● About this exercise: Return all the entries word for word.

Data items:
· · ·

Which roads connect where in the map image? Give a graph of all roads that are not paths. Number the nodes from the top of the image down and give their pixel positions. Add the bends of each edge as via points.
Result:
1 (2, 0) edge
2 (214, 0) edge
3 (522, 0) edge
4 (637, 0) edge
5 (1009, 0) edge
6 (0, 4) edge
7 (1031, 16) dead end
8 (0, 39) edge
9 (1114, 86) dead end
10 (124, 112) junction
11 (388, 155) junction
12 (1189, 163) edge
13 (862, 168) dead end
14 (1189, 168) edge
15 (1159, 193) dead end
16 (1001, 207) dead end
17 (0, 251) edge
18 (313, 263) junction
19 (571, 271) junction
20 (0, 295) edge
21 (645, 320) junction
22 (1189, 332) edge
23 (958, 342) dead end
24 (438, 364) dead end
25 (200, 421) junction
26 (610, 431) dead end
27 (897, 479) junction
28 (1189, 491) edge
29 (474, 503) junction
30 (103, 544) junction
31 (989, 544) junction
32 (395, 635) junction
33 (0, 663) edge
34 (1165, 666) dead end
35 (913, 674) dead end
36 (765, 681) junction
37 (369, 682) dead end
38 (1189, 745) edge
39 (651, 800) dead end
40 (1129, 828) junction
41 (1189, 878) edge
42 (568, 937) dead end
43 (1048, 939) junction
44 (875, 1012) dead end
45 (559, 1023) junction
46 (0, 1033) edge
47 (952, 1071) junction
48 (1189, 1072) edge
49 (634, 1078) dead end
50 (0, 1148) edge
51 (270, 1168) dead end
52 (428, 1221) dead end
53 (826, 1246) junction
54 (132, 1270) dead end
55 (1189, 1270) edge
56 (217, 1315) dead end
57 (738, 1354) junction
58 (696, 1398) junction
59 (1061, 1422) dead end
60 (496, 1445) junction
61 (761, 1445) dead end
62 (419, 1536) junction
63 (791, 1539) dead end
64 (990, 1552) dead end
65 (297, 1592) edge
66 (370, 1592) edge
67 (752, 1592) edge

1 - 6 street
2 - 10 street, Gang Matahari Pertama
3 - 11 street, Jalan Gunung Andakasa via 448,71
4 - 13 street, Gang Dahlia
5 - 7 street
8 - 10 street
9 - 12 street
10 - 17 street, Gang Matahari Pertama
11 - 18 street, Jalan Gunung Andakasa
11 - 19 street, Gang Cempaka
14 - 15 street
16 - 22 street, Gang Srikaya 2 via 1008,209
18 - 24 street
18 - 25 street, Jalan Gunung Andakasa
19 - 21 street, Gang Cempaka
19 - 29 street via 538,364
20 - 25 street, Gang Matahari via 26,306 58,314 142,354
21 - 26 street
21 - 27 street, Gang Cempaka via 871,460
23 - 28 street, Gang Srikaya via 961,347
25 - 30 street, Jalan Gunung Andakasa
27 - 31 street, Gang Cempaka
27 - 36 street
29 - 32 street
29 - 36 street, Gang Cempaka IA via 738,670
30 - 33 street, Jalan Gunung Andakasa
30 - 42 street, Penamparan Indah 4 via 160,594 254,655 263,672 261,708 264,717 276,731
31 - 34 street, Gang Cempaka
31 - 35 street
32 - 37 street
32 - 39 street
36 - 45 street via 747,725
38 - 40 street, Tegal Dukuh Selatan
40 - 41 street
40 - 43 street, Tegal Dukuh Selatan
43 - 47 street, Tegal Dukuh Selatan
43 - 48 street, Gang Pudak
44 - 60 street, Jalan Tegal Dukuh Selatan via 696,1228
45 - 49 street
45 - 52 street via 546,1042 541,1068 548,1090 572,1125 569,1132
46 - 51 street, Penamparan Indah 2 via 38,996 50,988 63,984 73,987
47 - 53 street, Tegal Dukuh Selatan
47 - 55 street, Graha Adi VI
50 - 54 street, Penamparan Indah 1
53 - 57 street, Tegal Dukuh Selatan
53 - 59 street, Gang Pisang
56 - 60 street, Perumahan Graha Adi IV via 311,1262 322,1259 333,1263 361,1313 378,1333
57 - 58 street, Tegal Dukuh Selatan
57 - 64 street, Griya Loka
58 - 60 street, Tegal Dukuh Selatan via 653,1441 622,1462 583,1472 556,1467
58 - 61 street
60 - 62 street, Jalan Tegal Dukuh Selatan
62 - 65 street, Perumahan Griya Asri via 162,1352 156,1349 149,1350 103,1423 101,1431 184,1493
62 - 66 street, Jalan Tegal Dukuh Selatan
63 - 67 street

· · ·

● Result below:
Which roads connect where in the map image? Give a graph of all roads that are not paths. Number the nodes from the top of the image down and give their pixel positions. Add the bends of each edge as via points.
Result:
1 (2, 0) edge
2 (214, 0) edge
3 (522, 0) edge
4 (637, 0) edge
5 (1009, 0) edge
6 (0, 4) edge
7 (1031, 16) dead end
8 (0, 39) edge
9 (1114, 86) dead end
10 (124, 112) junction
11 (388, 155) junction
12 (1189, 163) edge
13 (862, 168) dead end
14 (1189, 168) edge
15 (1159, 193) dead end
16 (1001, 207) dead end
17 (0, 251) edge
18 (313, 263) junction
19 (571, 271) junction
20 (0, 295) edge
21 (645, 320) junction
22 (1189, 332) edge
23 (958, 342) dead end
24 (438, 364) dead end
25 (200, 421) junction
26 (610, 431) dead end
27 (897, 479) junction
28 (1189, 491) edge
29 (474, 503) junction
30 (103, 544) junction
31 (989, 544) junction
32 (395, 635) junction
33 (0, 663) edge
34 (1165, 666) dead end
35 (913, 674) dead end
36 (765, 681) junction
37 (369, 682) dead end
38 (1189, 745) edge
39 (651, 800) dead end
40 (1129, 828) junction
41 (1189, 878) edge
42 (568, 937) dead end
43 (1048, 939) junction
44 (875, 1012) dead end
45 (559, 1023) junction
46 (0, 1033) edge
47 (952, 1071) junction
48 (1189, 1072) edge
49 (634, 1078) dead end
50 (0, 1148) edge
51 (270, 1168) dead end
52 (428, 1221) dead end
53 (826, 1246) junction
54 (132, 1270) dead end
55 (1189, 1270) edge
56 (217, 1315) dead end
57 (738, 1354) junction
58 (696, 1398) junction
59 (1061, 1422) dead end
60 (496, 1445) junction
61 (761, 1445) dead end
62 (419, 1536) junction
63 (791, 1539) dead end
64 (990, 1552) dead end
65 (297, 1592) edge
66 (370, 1592) edge
67 (752, 1592) edge

1 - 6 street
2 - 10 street, Gang Matahari Pertama
3 - 11 street, Jalan Gunung Andakasa via 448,71
4 - 13 street, Gang Dahlia
5 - 7 street
8 - 10 street
9 - 12 street
10 - 17 street, Gang Matahari Pertama
11 - 18 street, Jalan Gunung Andakasa
11 - 19 street, Gang Cempaka
14 - 15 street
16 - 22 street, Gang Srikaya 2 via 1008,209
18 - 24 street
18 - 25 street, Jalan Gunung Andakasa
19 - 21 street, Gang Cempaka
19 - 29 street via 538,364
20 - 25 street, Gang Matahari via 26,306 58,314 142,354
21 - 26 street
21 - 27 street, Gang Cempaka via 871,460
23 - 28 street, Gang Srikaya via 961,347
25 - 30 street, Jalan Gunung Andakasa
27 - 31 street, Gang Cempaka
27 - 36 street
29 - 32 street
29 - 36 street, Gang Cempaka IA via 738,670
30 - 33 street, Jalan Gunung Andakasa
30 - 42 street, Penamparan Indah 4 via 160,594 254,655 263,672 261,708 264,717 276,731
31 - 34 street, Gang Cempaka
31 - 35 street
32 - 37 street
32 - 39 street
36 - 45 street via 747,725
38 - 40 street, Tegal Dukuh Selatan
40 - 41 street
40 - 43 street, Tegal Dukuh Selatan
43 - 47 street, Tegal Dukuh Selatan
43 - 48 street, Gang Pudak
44 - 60 street, Jalan Tegal Dukuh Selatan via 696,1228
45 - 49 street
45 - 52 street via 546,1042 541,1068 548,1090 572,1125 569,1132
46 - 51 street, Penamparan Indah 2 via 38,996 50,988 63,984 73,987
47 - 53 street, Tegal Dukuh Selatan
47 - 55 street, Graha Adi VI
50 - 54 street, Penamparan Indah 1
53 - 57 street, Tegal Dukuh Selatan
53 - 59 street, Gang Pisang
56 - 60 street, Perumahan Graha Adi IV via 311,1262 322,1259 333,1263 361,1313 378,1333
57 - 58 street, Tegal Dukuh Selatan
57 - 64 street, Griya Loka
58 - 60 street, Tegal Dukuh Selatan via 653,1441 622,1462 583,1472 556,1467
58 - 61 street
60 - 62 street, Jalan Tegal Dukuh Selatan
62 - 65 street, Perumahan Griya Asri via 162,1352 156,1349 149,1350 103,1423 101,1431 184,1493
62 - 66 street, Jalan Tegal Dukuh Selatan
63 - 67 street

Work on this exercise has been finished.